::: INPUT DATA :::

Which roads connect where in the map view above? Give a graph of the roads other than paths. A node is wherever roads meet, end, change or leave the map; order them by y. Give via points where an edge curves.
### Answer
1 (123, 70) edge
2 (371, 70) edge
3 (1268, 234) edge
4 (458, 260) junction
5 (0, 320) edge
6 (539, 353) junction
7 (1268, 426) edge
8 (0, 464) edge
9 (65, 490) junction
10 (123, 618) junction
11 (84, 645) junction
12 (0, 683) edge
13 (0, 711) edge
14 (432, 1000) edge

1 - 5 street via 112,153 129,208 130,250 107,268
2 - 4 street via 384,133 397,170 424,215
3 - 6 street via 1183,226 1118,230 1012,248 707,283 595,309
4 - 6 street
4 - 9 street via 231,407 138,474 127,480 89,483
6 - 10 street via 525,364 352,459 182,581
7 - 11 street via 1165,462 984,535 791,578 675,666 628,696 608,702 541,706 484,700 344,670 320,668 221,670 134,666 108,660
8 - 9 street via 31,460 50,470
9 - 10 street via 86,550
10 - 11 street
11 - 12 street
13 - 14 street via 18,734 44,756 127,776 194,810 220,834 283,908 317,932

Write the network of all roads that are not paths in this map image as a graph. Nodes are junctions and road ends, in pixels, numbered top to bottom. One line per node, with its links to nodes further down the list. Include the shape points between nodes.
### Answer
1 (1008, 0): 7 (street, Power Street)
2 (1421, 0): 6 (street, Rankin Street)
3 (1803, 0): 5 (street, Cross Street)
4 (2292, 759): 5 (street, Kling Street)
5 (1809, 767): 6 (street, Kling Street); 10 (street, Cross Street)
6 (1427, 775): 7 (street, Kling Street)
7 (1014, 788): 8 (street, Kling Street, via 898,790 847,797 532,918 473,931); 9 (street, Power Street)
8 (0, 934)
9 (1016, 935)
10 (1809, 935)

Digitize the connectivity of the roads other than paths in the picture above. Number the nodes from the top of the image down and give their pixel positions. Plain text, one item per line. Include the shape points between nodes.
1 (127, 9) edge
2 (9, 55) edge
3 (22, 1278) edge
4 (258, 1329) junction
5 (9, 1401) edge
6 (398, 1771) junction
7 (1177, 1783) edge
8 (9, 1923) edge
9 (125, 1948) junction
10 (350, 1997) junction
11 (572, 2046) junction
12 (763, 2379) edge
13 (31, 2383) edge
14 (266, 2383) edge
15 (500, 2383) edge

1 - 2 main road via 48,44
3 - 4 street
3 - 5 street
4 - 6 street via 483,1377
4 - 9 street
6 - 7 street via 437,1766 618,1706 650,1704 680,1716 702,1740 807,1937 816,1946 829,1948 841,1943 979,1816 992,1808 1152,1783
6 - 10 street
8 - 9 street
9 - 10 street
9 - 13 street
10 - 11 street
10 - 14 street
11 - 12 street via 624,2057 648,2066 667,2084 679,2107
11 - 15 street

:::

__TASK TO COMPLETE__. Wherever the string "graph" appears in the records above, copy the line it sits in.

__WRITTEN RESPONSE__.
Which roads connect where in the map view above? Give a graph of the roads other than paths. A node is wherever roads meet, end, change or leave the map; order them by y. Give via points where an edge curves.
Write the network of all roads that are not paths in this map image as a graph. Nodes are junctions and road ends, in pixels, numbered top to bottom. One line per node, with its links to nodes further down the list. Include the shape points between nodes.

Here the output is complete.